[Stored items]
____

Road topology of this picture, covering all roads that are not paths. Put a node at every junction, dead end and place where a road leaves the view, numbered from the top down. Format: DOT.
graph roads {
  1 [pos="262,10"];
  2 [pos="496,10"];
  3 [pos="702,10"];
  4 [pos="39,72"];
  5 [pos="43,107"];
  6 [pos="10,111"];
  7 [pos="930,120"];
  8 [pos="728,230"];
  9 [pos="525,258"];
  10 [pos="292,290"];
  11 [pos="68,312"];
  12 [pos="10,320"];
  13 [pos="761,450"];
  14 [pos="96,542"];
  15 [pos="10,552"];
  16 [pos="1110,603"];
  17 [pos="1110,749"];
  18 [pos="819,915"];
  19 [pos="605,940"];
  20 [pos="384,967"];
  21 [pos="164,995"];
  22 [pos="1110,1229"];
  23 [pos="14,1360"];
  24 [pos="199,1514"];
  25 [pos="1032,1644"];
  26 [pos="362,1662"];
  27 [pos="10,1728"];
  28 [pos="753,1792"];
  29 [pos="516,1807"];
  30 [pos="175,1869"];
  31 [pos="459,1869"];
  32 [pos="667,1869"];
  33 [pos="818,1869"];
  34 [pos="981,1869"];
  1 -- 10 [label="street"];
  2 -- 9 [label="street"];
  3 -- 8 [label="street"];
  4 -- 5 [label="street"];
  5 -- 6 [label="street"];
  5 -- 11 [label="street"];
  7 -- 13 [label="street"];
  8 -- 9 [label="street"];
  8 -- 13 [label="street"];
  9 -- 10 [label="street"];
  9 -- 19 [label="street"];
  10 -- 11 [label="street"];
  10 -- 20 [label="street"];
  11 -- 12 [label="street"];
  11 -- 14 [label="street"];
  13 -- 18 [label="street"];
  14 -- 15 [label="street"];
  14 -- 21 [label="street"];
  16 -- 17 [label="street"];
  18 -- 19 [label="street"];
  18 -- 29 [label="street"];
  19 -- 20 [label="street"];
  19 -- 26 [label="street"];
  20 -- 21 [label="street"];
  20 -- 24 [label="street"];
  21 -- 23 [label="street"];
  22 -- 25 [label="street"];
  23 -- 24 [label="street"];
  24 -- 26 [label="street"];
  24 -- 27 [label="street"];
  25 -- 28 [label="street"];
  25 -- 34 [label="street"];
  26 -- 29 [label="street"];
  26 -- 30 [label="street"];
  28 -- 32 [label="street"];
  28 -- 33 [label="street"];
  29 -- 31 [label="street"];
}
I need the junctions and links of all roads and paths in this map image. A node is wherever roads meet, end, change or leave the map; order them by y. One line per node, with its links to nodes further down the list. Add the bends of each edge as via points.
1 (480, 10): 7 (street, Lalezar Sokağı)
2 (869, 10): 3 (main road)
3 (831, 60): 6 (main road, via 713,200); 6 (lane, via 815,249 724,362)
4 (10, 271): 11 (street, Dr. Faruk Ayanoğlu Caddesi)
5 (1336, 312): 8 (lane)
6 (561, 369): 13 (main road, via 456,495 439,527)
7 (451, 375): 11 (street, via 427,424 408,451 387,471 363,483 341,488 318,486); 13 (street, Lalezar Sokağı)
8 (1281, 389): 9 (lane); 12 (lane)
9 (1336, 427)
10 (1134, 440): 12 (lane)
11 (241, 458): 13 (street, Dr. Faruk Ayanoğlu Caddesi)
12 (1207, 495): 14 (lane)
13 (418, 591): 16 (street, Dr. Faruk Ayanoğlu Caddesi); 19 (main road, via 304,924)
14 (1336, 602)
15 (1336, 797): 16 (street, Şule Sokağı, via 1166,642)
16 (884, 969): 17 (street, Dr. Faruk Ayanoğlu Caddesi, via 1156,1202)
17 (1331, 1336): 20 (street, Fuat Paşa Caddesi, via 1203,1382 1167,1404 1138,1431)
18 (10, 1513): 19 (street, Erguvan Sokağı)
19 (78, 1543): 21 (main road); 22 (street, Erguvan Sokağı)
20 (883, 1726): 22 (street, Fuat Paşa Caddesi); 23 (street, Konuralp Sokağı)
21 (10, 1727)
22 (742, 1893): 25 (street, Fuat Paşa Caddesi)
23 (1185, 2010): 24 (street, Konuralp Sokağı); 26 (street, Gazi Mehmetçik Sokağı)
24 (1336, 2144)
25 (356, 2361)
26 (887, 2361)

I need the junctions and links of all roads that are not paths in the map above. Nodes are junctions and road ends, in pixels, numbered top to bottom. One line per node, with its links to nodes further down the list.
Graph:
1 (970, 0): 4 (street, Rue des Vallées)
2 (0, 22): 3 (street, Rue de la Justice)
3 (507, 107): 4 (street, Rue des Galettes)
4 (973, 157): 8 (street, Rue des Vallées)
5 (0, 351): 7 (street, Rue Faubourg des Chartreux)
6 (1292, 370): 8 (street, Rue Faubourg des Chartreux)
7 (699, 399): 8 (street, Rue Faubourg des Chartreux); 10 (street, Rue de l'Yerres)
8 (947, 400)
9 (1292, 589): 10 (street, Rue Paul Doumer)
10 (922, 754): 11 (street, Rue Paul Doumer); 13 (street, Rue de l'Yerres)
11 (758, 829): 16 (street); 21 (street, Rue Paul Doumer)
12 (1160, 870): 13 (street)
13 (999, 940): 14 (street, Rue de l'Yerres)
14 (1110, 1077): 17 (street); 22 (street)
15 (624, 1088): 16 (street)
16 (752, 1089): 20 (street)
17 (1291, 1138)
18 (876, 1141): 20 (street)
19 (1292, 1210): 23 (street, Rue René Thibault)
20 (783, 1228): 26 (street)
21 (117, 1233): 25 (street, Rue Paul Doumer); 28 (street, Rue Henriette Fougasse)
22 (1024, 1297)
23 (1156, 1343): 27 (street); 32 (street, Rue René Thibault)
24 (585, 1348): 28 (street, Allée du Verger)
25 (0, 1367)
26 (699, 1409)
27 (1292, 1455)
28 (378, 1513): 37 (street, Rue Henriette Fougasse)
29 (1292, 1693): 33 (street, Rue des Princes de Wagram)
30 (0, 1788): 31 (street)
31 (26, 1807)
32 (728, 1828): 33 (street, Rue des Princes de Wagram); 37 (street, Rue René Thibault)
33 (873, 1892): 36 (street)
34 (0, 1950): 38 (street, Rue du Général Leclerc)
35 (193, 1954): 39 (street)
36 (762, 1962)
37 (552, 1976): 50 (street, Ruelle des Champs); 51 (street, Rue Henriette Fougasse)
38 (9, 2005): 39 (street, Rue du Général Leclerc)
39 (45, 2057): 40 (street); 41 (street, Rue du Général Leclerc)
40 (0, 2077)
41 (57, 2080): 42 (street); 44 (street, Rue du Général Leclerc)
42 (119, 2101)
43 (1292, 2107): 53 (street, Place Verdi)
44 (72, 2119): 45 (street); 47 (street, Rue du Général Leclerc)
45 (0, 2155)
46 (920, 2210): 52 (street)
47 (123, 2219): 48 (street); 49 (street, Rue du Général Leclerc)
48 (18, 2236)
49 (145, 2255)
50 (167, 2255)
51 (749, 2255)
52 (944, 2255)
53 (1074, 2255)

____

* TASK OBJECTIVE
Each entry above is to be copied out exactly as written.

* ANSWER SECTION
Road topology of this picture, covering all roads that are not paths. Put a node at every junction, dead end and place where a road leaves the view, numbered from the top down. Format: DOT.
graph roads {
  1 [pos="262,10"];
  2 [pos="496,10"];
  3 [pos="702,10"];
  4 [pos="39,72"];
  5 [pos="43,107"];
  6 [pos="10,111"];
  7 [pos="930,120"];
  8 [pos="728,230"];
  9 [pos="525,258"];
  10 [pos="292,290"];
  11 [pos="68,312"];
  12 [pos="10,320"];
  13 [pos="761,450"];
  14 [pos="96,542"];
  15 [pos="10,552"];
  16 [pos="1110,603"];
  17 [pos="1110,749"];
  18 [pos="819,915"];
  19 [pos="605,940"];
  20 [pos="384,967"];
  21 [pos="164,995"];
  22 [pos="1110,1229"];
  23 [pos="14,1360"];
  24 [pos="199,1514"];
  25 [pos="1032,1644"];
  26 [pos="362,1662"];
  27 [pos="10,1728"];
  28 [pos="753,1792"];
  29 [pos="516,1807"];
  30 [pos="175,1869"];
  31 [pos="459,1869"];
  32 [pos="667,1869"];
  33 [pos="818,1869"];
  34 [pos="981,1869"];
  1 -- 10 [label="street"];
  2 -- 9 [label="street"];
  3 -- 8 [label="street"];
  4 -- 5 [label="street"];
  5 -- 6 [label="street"];
  5 -- 11 [label="street"];
  7 -- 13 [label="street"];
  8 -- 9 [label="street"];
  8 -- 13 [label="street"];
  9 -- 10 [label="street"];
  9 -- 19 [label="street"];
  10 -- 11 [label="street"];
  10 -- 20 [label="street"];
  11 -- 12 [label="street"];
  11 -- 14 [label="street"];
  13 -- 18 [label="street"];
  14 -- 15 [label="street"];
  14 -- 21 [label="street"];
  16 -- 17 [label="street"];
  18 -- 19 [label="street"];
  18 -- 29 [label="street"];
  19 -- 20 [label="street"];
  19 -- 26 [label="street"];
  20 -- 21 [label="street"];
  20 -- 24 [label="street"];
  21 -- 23 [label="street"];
  22 -- 25 [label="street"];
  23 -- 24 [label="street"];
  24 -- 26 [label="street"];
  24 -- 27 [label="street"];
  25 -- 28 [label="street"];
  25 -- 34 [label="street"];
  26 -- 29 [label="street"];
  26 -- 30 [label="street"];
  28 -- 32 [label="street"];
  28 -- 33 [label="street"];
  29 -- 31 [label="street"];
}
I need the junctions and links of all roads and paths in this map image. A node is wherever roads meet, end, change or leave the map; order them by y. One line per node, with its links to nodes further down the list. Add the bends of each edge as via points.
1 (480, 10): 7 (street, Lalezar Sokağı)
2 (869, 10): 3 (main road)
3 (831, 60): 6 (main road, via 713,200); 6 (lane, via 815,249 724,362)
4 (10, 271): 11 (street, Dr. Faruk Ayanoğlu Caddesi)
5 (1336, 312): 8 (lane)
6 (561, 369): 13 (main road, via 456,495 439,527)
7 (451, 375): 11 (street, via 427,424 408,451 387,471 363,483 341,488 318,486); 13 (street, Lalezar Sokağı)
8 (1281, 389): 9 (lane); 12 (lane)
9 (1336, 427)
10 (1134, 440): 12 (lane)
11 (241, 458): 13 (street, Dr. Faruk Ayanoğlu Caddesi)
12 (1207, 495): 14 (lane)
13 (418, 591): 16 (street, Dr. Faruk Ayanoğlu Caddesi); 19 (main road, via 304,924)
14 (1336, 602)
15 (1336, 797): 16 (street, Şule Sokağı, via 1166,642)
16 (884, 969): 17 (street, Dr. Faruk Ayanoğlu Caddesi, via 1156,1202)
17 (1331, 1336): 20 (street, Fuat Paşa Caddesi, via 1203,1382 1167,1404 1138,1431)
18 (10, 1513): 19 (street, Erguvan Sokağı)
19 (78, 1543): 21 (main road); 22 (street, Erguvan Sokağı)
20 (883, 1726): 22 (street, Fuat Paşa Caddesi); 23 (street, Konuralp Sokağı)
21 (10, 1727)
22 (742, 1893): 25 (street, Fuat Paşa Caddesi)
23 (1185, 2010): 24 (street, Konuralp Sokağı); 26 (street, Gazi Mehmetçik Sokağı)
24 (1336, 2144)
25 (356, 2361)
26 (887, 2361)

I need the junctions and links of all roads that are not paths in the map above. Nodes are junctions and road ends, in pixels, numbered top to bottom. One line per node, with its links to nodes further down the list.
Graph:
1 (970, 0): 4 (street, Rue des Vallées)
2 (0, 22): 3 (street, Rue de la Justice)
3 (507, 107): 4 (street, Rue des Galettes)
4 (973, 157): 8 (street, Rue des Vallées)
5 (0, 351): 7 (street, Rue Faubourg des Chartreux)
6 (1292, 370): 8 (street, Rue Faubourg des Chartreux)
7 (699, 399): 8 (street, Rue Faubourg des Chartreux); 10 (street, Rue de l'Yerres)
8 (947, 400)
9 (1292, 589): 10 (street, Rue Paul Doumer)
10 (922, 754): 11 (street, Rue Paul Doumer); 13 (street, Rue de l'Yerres)
11 (758, 829): 16 (street); 21 (street, Rue Paul Doumer)
12 (1160, 870): 13 (street)
13 (999, 940): 14 (street, Rue de l'Yerres)
14 (1110, 1077): 17 (street); 22 (street)
15 (624, 1088): 16 (street)
16 (752, 1089): 20 (street)
17 (1291, 1138)
18 (876, 1141): 20 (street)
19 (1292, 1210): 23 (street, Rue René Thibault)
20 (783, 1228): 26 (street)
21 (117, 1233): 25 (street, Rue Paul Doumer); 28 (street, Rue Henriette Fougasse)
22 (1024, 1297)
23 (1156, 1343): 27 (street); 32 (street, Rue René Thibault)
24 (585, 1348): 28 (street, Allée du Verger)
25 (0, 1367)
26 (699, 1409)
27 (1292, 1455)
28 (378, 1513): 37 (street, Rue Henriette Fougasse)
29 (1292, 1693): 33 (street, Rue des Princes de Wagram)
30 (0, 1788): 31 (street)
31 (26, 1807)
32 (728, 1828): 33 (street, Rue des Princes de Wagram); 37 (street, Rue René Thibault)
33 (873, 1892): 36 (street)
34 (0, 1950): 38 (street, Rue du Général Leclerc)
35 (193, 1954): 39 (street)
36 (762, 1962)
37 (552, 1976): 50 (street, Ruelle des Champs); 51 (street, Rue Henriette Fougasse)
38 (9, 2005): 39 (street, Rue du Général Leclerc)
39 (45, 2057): 40 (street); 41 (street, Rue du Général Leclerc)
40 (0, 2077)
41 (57, 2080): 42 (street); 44 (street, Rue du Général Leclerc)
42 (119, 2101)
43 (1292, 2107): 53 (street, Place Verdi)
44 (72, 2119): 45 (street); 47 (street, Rue du Général Leclerc)
45 (0, 2155)
46 (920, 2210): 52 (street)
47 (123, 2219): 48 (street); 49 (street, Rue du Général Leclerc)
48 (18, 2236)
49 (145, 2255)
50 (167, 2255)
51 (749, 2255)
52 (944, 2255)
53 (1074, 2255)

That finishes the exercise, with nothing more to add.